Cuda initialization failure when converting trt model with different GPU

Description

Hi, I basically have a Dockerfile that successfully builds on a machine with Tesla V100, but fails on a machine wtih Tesla T4. I have uploaded the Dockerfile below. It fails at the line “RUN python3.7 /app/config/trt_convert.py”.
The error is: [TensorRT] Error: CUDA initialization failure with error 35. Please check your CUDA installatiion: Installation Guide Linux :: CUDA Toolkit Documentation

Why does this issue when the same base image is used and the CUDA, CUDNN and Tensorrt installed is the same?

Environment

TensorRT Version: 7.0.0
GPU Type: V100 vs T4
CUDA Version: 10.0.130
CUDNN Version: 7.6.5.32
Operating System + Version: Ubuntu 18.04
Python Version (if applicable): 3.7
TensorFlow Version (if applicable): NIL
PyTorch Version (if applicable): NIL
Baremetal or Container (if container which image + tag): Base Ubuntu 18.04 image

Relevant Files

Dockerfile (5.9 KB)

Hi,

We recommend you to use pre-built TensorRT containers to avoid setup-related issues, you can customize the image on top of it.

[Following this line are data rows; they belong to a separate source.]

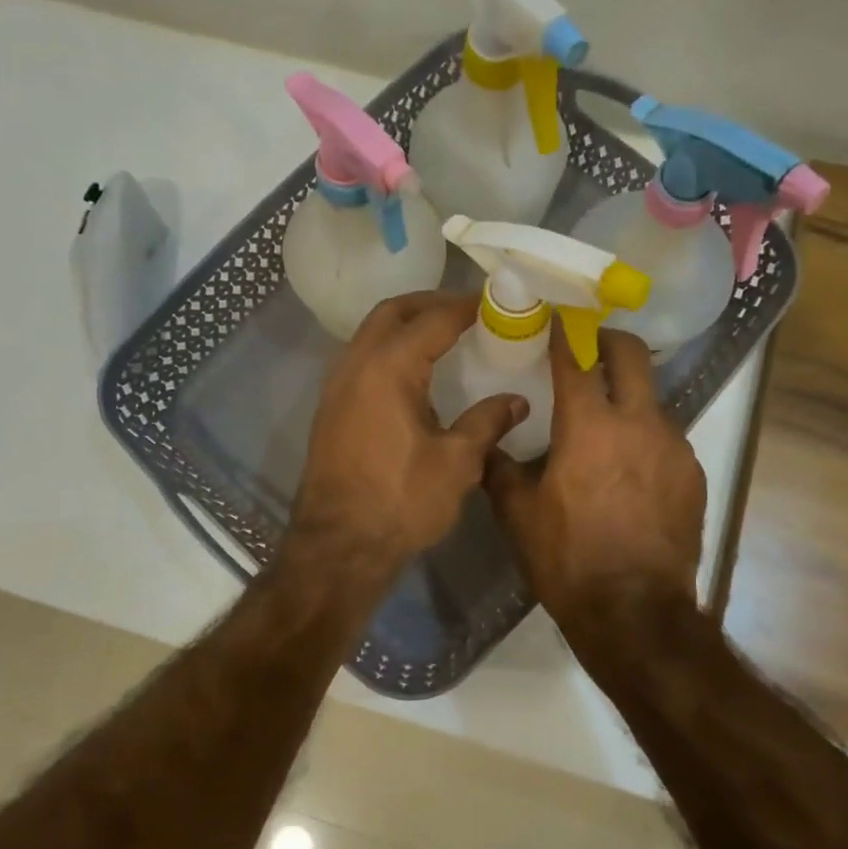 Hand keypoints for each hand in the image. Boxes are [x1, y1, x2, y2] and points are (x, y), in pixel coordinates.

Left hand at [290, 292, 526, 573]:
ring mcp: (337, 386)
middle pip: (392, 313)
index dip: (466, 307)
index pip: (433, 319)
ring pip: (371, 334)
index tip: (496, 302)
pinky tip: (415, 375)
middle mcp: (356, 365)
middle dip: (430, 304)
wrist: (338, 546)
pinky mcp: (331, 409)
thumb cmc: (401, 501)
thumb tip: (516, 401)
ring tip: (444, 337)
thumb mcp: (457, 462)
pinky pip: (362, 360)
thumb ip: (487, 422)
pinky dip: (389, 351)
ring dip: (406, 326)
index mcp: (389, 368)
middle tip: (467, 310)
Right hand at [486, 323, 704, 624]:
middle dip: (608, 339)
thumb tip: (489, 442)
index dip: (563, 331)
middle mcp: (638, 423)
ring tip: (605, 422)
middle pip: (631, 355)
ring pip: (651, 398)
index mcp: (589, 426)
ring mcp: (674, 447)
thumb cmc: (567, 559)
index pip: (575, 358)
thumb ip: (500, 467)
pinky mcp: (693, 474)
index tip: (556, 315)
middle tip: (589, 344)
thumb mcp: (517, 514)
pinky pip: (666, 438)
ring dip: (627, 395)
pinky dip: (645, 437)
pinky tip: (629, 468)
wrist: (634, 612) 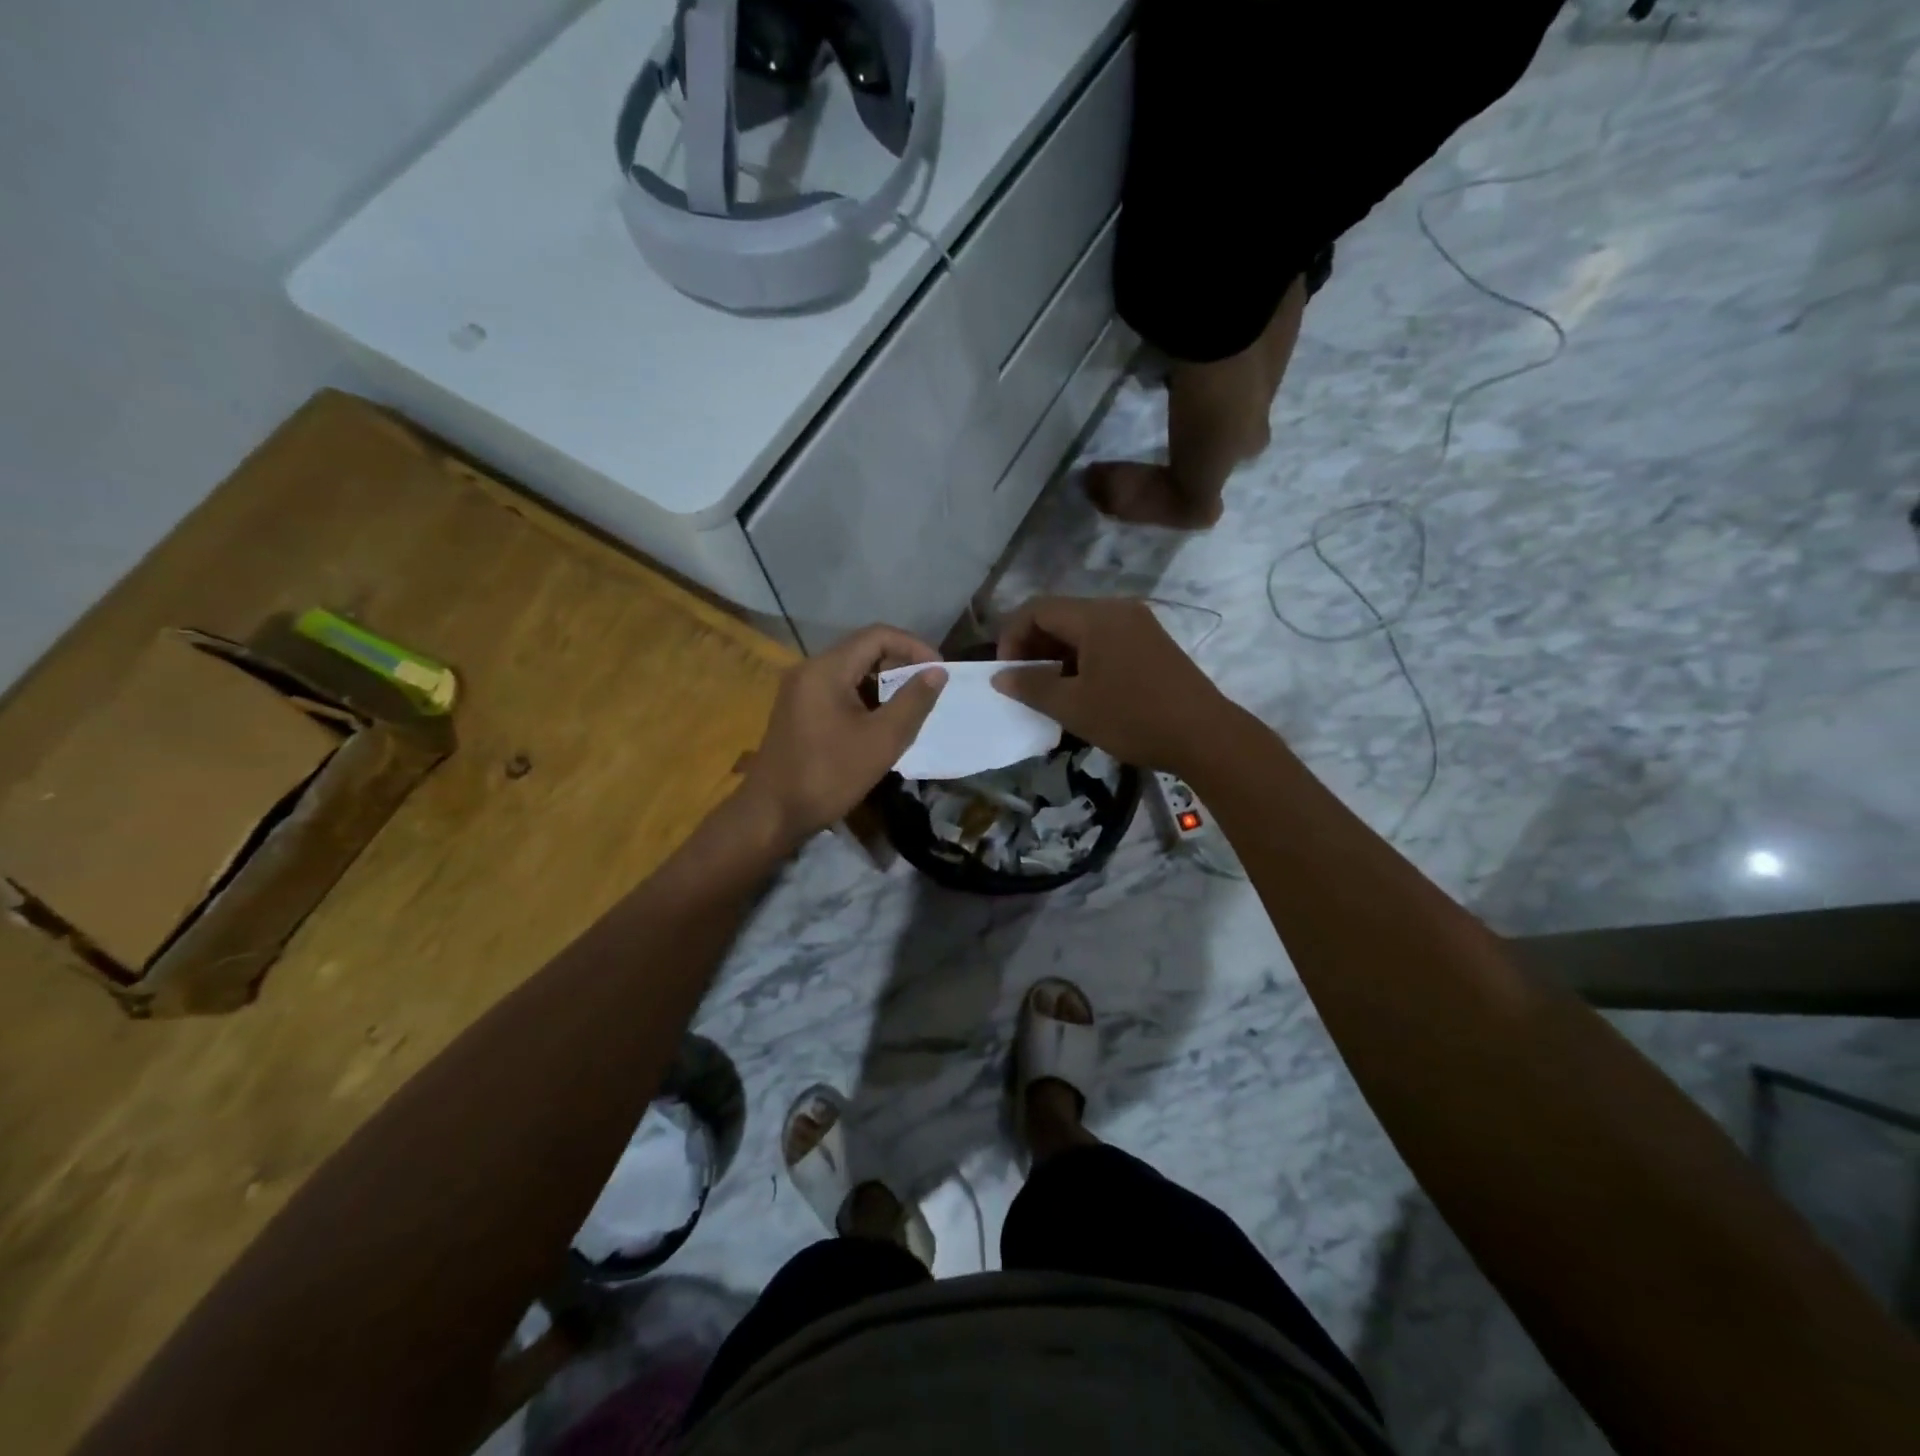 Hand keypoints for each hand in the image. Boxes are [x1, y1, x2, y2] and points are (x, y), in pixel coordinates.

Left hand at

Or please refer to TensorRT/docker at main · NVIDIA/TensorRT · GitHub

Thank you.

Hi,

I attempted to use the image 20.01-py3 from TensorRT | NVIDIA NGC. I changed my first line to nvcr.io/nvidia/tensorrt:20.01-py3, and then successfully converted a darknet file to onnx and then to tensorrt and generate expected inference results on my local, which runs a Tesla V100. As I understand, this container is using Tensorrt 7.0.0.11 (that’s the version when I imported), so it was identical to my previously built image in that sense.

However, when I switch to AWS that runs a GPU instance with Tesla T4 with the EXACT same image, it fails again. I tried 2 runs on AWS:

  1. Doing the darknet to onnx conversion, followed by onnx to tensorrt conversion, both when building the image in AWS.
  2. Doing the darknet to onnx conversion on my local, then copying the onnx file into aws and doing the onnx to tensorrt conversion there.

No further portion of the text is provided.